▸ **What you need to do**: Only the text of the entries below should be returned, exactly as given, without pictures.

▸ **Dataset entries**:
┄┄┄┄┄┄
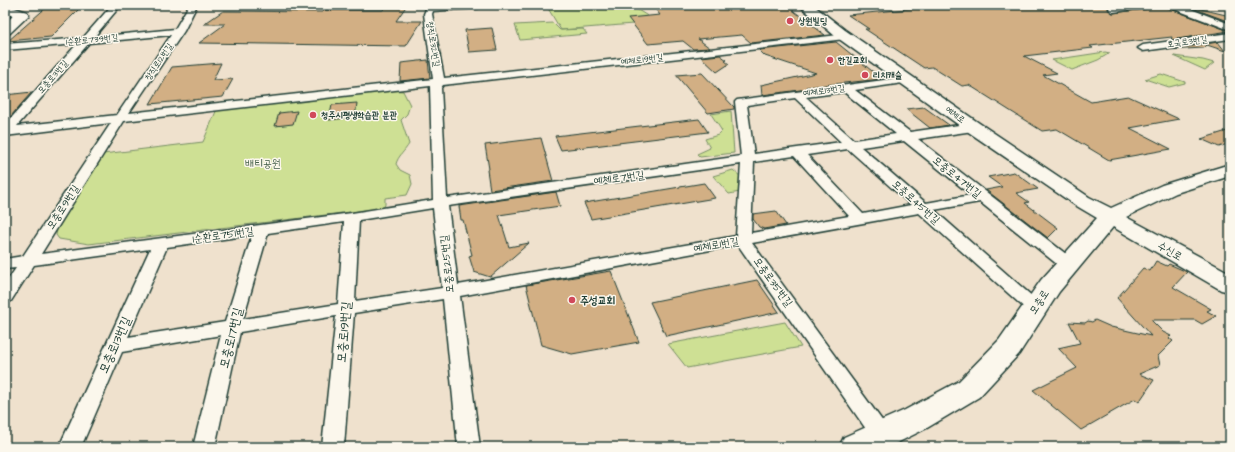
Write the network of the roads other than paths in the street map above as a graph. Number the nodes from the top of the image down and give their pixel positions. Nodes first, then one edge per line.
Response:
1 (117, 5) edge
2 (193, 5) edge
3 (478, 5) edge
4 (805, 5) edge
5 (1145, 5) edge
6 (1172, 5) edge
7 (429, 7) edge
8 (1113, 9) dead end
9 (9, 10) edge
10 (1230, 27) edge
11 (5, 30) edge
12 (179, 31) junction
13 (845, 36) junction
14 (1230, 36) edge
15 (1214, 38) junction
16 (84, 40) junction
17 (1230, 41) edge
18 (5, 47) edge
19 (1143, 48) dead end
20 (906, 80) junction
21 (439, 83) junction
22 (846, 88) junction
23 (798, 95) junction
24 (121, 117) junction
25 (973, 127) junction
26 (5, 131) edge
27 (907, 137) junction
28 (852, 145) junction
29 (798, 153) junction
30 (748, 160) junction
31 (1230, 170) edge
32 (982, 197) junction
33 (440, 203) junction
34 (922, 208) junction
35 (1111, 216) junction
36 (352, 217) junction
37 (860, 219) junction
38 (261, 230) junction
39 (743, 241) junction
40 (161, 243) junction
41 (29, 261) junction
42 (5, 264) edge
43 (1069, 265) junction
44 (1230, 284) edge
45 (450, 292) junction
46 (5, 297) edge
47 (1035, 308) junction
48 (346, 309) junction
49 (232, 327) junction
50 (115, 346) junction
51 (882, 436) junction
52 (70, 447) edge
53 (204, 447) edge
54 (333, 447) edge
55 (469, 447) edge
56 (855, 447) edge

1 - 16 street, 모충로3번길
2 - 12 street, 창직로12번길
3 - 7 street
4 - 13 street, 예체로
5 - 8 street
6 - 10 street
7 - 21 street, 창직로32번길
9 - 11 street
12 - 16 street, 1순환로739번길
12 - 24 street, 창직로12번길
13 - 20 street, 예체로
13 - 21 street, 예체로19번길
14 - 15 street, 호국로3번길
15 - 17 street
15 - 19 street, 호국로3번길
16 - 18 street, 1순환로739번길
16 - 26 street, 모충로3번길
20 - 22 street, 예체로13번길
20 - 25 street, 예체로
21 - 24 street
21 - 33 street, 모충로25번길
22 - 23 street, 예체로13번길
22 - 27 street, 모충로47번길
23 - 28 street, 모충로45번길
23 - 30 street, 예체로13번길
24 - 26 street
24 - 41 street, 모충로9번길
25 - 27 street, 예체로7번길
25 - 35 street, 예체로
27 - 28 street, 예체로7번길
27 - 32 street, 모충로47번길
28 - 29 street, 예체로7번길
28 - 34 street, 모충로45번길
29 - 30 street, 예체로7번길
29 - 37 street
30 - 33 street, 예체로7번길
30 - 39 street
31 - 35 street, 모충로
32 - 34 street, 예체로1번길
32 - 43 street, 모충로47번길
33 - 36 street, 1순환로751번길
33 - 45 street, 모충로25번길
34 - 37 street, 예체로1번길
34 - 47 street, 모충로45번길
35 - 43 street, 모충로
35 - 44 street, 수신로
36 - 38 street, 1순환로751번길
36 - 48 street, 모충로19번길
37 - 39 street, 예체로1번길
38 - 40 street, 1순환로751번길
38 - 49 street, 모충로17번길
39 - 45 street, 예체로1번길
39 - 51 street, 모충로35번길
40 - 41 street, 1순환로751번길
40 - 50 street, 모충로13번길
41 - 42 street, 1순환로751번길
41 - 46 street, 모충로9번길
43 - 47 street, 모충로
45 - 48 street, 예체로1번길
45 - 55 street, 모충로25번길
47 - 51 street, 모충로
48 - 49 street, 예체로1번길
48 - 54 street, 모충로19번길
49 - 50 street, 예체로1번길
49 - 53 street, 모충로17번길
50 - 52 street, 모충로13번길
51 - 56 street, 모충로

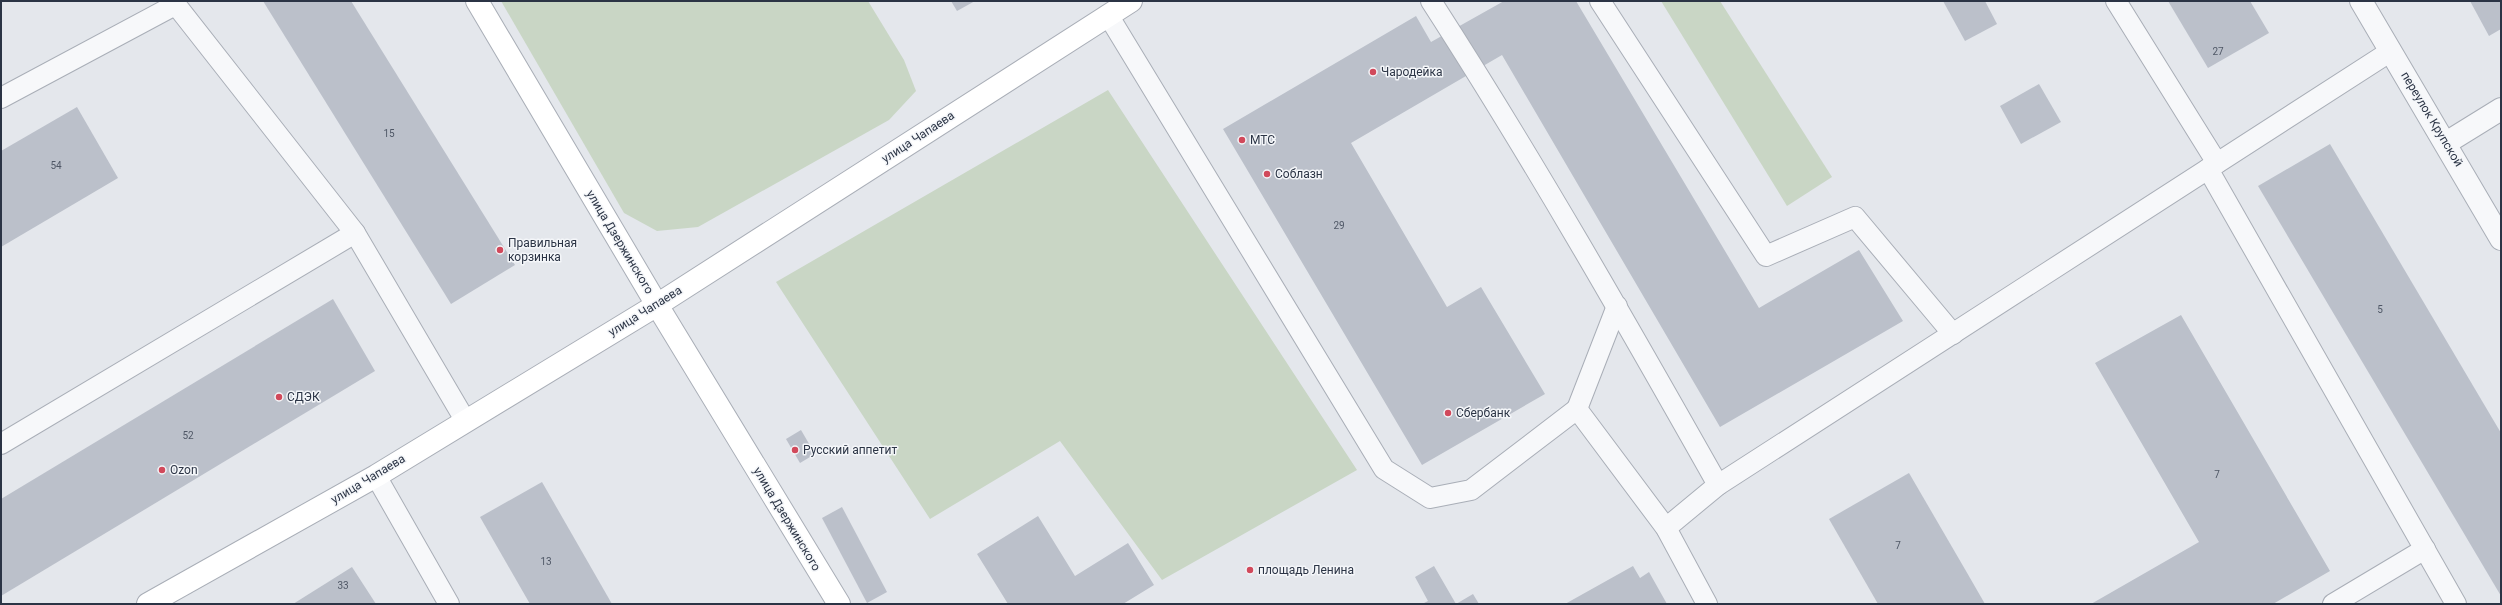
┄┄┄┄┄┄
▸ **Output for this task**:
Write the network of the roads other than paths in the street map above as a graph. Number the nodes from the top of the image down and give their pixel positions. Nodes first, then one edge per line.
Response:
1 (117, 5) edge
2 (193, 5) edge
3 (478, 5) edge
4 (805, 5) edge
5 (1145, 5) edge
6 (1172, 5) edge
7 (429, 7) edge
8 (1113, 9) dead end
9 (9, 10) edge
10 (1230, 27) edge
11 (5, 30) edge
12 (179, 31) junction
13 (845, 36) junction
14 (1230, 36) edge
15 (1214, 38) junction
16 (84, 40) junction
17 (1230, 41) edge
18 (5, 47) edge
19 (1143, 48) dead end
20 (906, 80) junction
21 (439, 83) junction
22 (846, 88) junction
23 (798, 95) junction
24 (121, 117) junction
25 (973, 127) junction
26 (5, 131) edge
27 (907, 137) junction
28 (852, 145) junction
29 (798, 153) junction
30 (748, 160) junction
31 (1230, 170) edge
32 (982, 197) junction
33 (440, 203) junction
34 (922, 208) junction
35 (1111, 216) junction
36 (352, 217) junction
37 (860, 219) junction
38 (261, 230) junction
39 (743, 241) junction
40 (161, 243) junction
41 (29, 261) junction
42 (5, 264) edge
43 (1069, 265) junction
44 (1230, 284) edge
45 (450, 292) junction
46 (5, 297) edge
47 (1035, 308) junction
48 (346, 309) junction
49 (232, 327) junction
50 (115, 346) junction
51 (882, 436) junction
52 (70, 447) edge
53 (204, 447) edge
54 (333, 447) edge
55 (469, 447) edge
56 (855, 447) edge

1 - 16 street, 모충로3번길
2 - 12 street, 창직로12번길
3 - 7 street
4 - 13 street, 예체로
5 - 8 street
6 - 10 street
7 - 21 street, 창직로32번길
9 - 11 street
12 - 16 street, 1순환로739번길
12 - 24 street, 창직로12번길
13 - 20 street, 예체로
13 - 21 street, 예체로19번길
14 - 15 street, 호국로3번길
15 - 17 street
15 - 19 street, 호국로3번길
16 - 18 street, 1순환로739번길
16 - 26 street, 모충로3번길
20 - 22 street, 예체로13번길
20 - 25 street, 예체로
21 - 24 street
21 - 33 street, 모충로25번길
22 - 23 street, 예체로13번길
22 - 27 street, 모충로47번길
23 - 28 street, 모충로45번길
23 - 30 street, 예체로13번길
24 - 26 street
24 - 41 street, 모충로9번길
25 - 27 street, 예체로7번길
25 - 35 street, 예체로
27 - 28 street, 예체로7번길
27 - 32 street, 모충로47번길
28 - 29 street, 예체로7번길
28 - 34 street, 모충로45번길
29 - 30 street, 예체로7번길
29 - 37 street
30 - 33 street, 예체로7번길
30 - 39 street
31 - 35 street, 모충로
32 - 34 street, 예체로1번길
32 - 43 street, 모충로47번길
33 - 36 street, 1순환로751번길
33 - 45 street, 모충로25번길
34 - 37 street, 예체로1번길
34 - 47 street, 모충로45번길
35 - 43 street, 모충로
35 - 44 street, 수신로
36 - 38 street, 1순환로751번길
36 - 48 street, 모충로19번길
37 - 39 street, 예체로1번길
38 - 40 street, 1순환로751번길
38 - 49 street, 모충로17번길
39 - 45 street, 예체로1번길
39 - 51 street, 모충로35번길
40 - 41 street, 1순환로751번길
40 - 50 street, 모충로13번길
41 - 42 street, 1순환로751번길
41 - 46 street, 모충로9번길
43 - 47 street, 모충로
45 - 48 street, 예체로1번길
45 - 55 street, 모충로25번길
47 - 51 street, 모충로
48 - 49 street, 예체로1번길
48 - 54 street, 모충로19번길
49 - 50 street, 예체로1번길
49 - 53 street, 모충로17번길
50 - 52 street, 모충로13번길
51 - 56 street, 모충로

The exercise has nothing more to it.